>>>>

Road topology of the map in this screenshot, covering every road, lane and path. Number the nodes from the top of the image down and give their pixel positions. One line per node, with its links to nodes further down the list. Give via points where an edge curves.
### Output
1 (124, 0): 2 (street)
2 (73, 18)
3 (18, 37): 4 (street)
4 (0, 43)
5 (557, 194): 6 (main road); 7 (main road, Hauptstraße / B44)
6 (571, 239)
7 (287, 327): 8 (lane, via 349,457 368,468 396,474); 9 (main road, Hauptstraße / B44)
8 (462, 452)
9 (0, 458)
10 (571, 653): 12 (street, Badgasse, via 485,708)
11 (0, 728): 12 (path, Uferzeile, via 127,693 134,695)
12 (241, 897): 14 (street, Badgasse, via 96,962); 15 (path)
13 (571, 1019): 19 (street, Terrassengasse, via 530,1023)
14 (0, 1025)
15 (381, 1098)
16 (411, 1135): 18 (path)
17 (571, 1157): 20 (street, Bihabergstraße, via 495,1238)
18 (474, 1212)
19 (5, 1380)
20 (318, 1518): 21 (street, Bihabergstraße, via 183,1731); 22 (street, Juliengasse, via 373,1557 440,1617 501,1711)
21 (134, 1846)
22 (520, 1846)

<<<<
>>>>

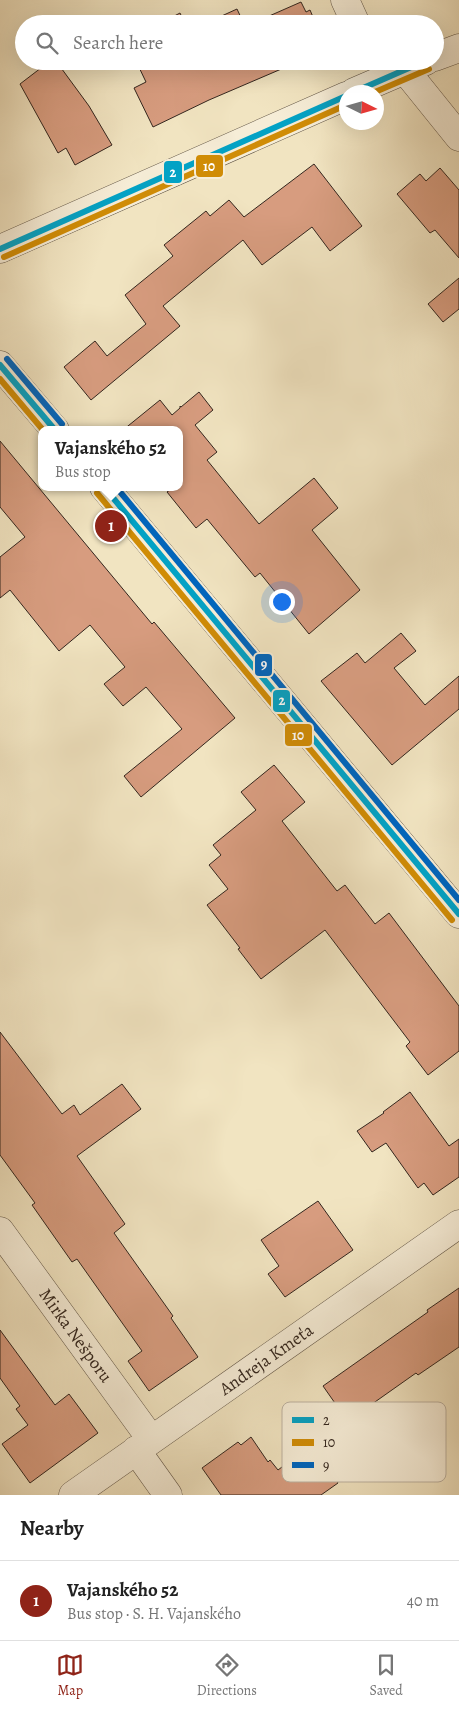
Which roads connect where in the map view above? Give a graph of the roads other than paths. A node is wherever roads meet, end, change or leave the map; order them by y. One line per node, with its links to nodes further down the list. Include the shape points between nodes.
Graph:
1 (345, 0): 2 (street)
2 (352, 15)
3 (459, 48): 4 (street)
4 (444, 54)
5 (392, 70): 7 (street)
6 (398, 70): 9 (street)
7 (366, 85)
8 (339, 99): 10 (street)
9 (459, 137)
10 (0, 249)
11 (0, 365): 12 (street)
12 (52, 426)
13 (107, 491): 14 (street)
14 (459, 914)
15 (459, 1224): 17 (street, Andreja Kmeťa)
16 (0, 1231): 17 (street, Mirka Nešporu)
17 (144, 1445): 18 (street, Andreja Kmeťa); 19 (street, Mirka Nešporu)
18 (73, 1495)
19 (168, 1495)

<<<<

_What is being asked_. For each line in the entries that contains the string "links", make a copy.

_Answer for the task_.
Road topology of the map in this screenshot, covering every road, lane and path. Number the nodes from the top of the image down and give their pixel positions. One line per node, with its links to nodes further down the list. Give via points where an edge curves.
Which roads connect where in the map view above? Give a graph of the roads other than paths. A node is wherever roads meet, end, change or leave the map; order them by y. One line per node, with its links to nodes further down the list. Include the shape points between nodes.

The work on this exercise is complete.